ASSIGNMENT
Among the entries below, find every line that has "edges" and pull it out.

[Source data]
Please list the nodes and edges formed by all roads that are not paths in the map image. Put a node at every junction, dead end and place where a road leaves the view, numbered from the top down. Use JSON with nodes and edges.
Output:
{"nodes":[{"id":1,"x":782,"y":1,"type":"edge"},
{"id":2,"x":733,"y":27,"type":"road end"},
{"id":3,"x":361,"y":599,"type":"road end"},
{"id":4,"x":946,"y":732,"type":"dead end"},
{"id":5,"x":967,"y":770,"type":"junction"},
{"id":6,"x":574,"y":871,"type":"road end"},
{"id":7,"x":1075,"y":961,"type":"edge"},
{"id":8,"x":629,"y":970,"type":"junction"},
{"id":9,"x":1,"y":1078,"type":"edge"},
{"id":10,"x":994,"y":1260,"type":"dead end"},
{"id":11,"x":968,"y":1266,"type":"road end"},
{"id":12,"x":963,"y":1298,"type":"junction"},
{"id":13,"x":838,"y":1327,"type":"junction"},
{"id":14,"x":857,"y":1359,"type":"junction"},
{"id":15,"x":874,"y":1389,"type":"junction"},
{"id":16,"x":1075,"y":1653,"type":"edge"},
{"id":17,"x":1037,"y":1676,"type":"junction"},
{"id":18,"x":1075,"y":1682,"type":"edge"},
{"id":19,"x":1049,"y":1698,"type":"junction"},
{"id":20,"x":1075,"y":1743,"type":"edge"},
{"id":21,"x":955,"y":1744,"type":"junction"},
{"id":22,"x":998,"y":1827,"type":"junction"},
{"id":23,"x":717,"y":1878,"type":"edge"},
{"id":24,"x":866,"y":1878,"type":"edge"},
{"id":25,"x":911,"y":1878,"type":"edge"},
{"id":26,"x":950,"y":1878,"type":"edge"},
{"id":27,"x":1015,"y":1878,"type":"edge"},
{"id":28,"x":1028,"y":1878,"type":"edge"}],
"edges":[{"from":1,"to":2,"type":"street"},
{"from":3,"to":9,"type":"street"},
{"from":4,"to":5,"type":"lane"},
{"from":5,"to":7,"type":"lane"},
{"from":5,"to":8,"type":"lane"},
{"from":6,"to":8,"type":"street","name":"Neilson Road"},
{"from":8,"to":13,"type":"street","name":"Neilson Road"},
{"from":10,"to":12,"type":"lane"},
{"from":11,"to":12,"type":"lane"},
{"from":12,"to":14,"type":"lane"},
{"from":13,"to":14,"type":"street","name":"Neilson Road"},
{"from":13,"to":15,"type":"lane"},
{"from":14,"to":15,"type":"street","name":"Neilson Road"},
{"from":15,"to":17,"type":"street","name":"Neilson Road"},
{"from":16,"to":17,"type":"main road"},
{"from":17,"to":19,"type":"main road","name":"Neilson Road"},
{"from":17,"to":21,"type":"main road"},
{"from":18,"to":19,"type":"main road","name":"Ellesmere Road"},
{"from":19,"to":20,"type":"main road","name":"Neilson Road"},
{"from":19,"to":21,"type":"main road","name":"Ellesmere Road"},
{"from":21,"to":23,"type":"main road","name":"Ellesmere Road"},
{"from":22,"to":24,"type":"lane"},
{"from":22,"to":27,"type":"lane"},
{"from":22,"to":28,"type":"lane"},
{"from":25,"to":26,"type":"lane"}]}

EXERCISE RESPONSE
Please list the nodes and edges formed by all roads that are not paths in the map image. Put a node at every junction, dead end and place where a road leaves the view, numbered from the top down. Use JSON with nodes and edges.
"edges":[{"from":1,"to":2,"type":"street"},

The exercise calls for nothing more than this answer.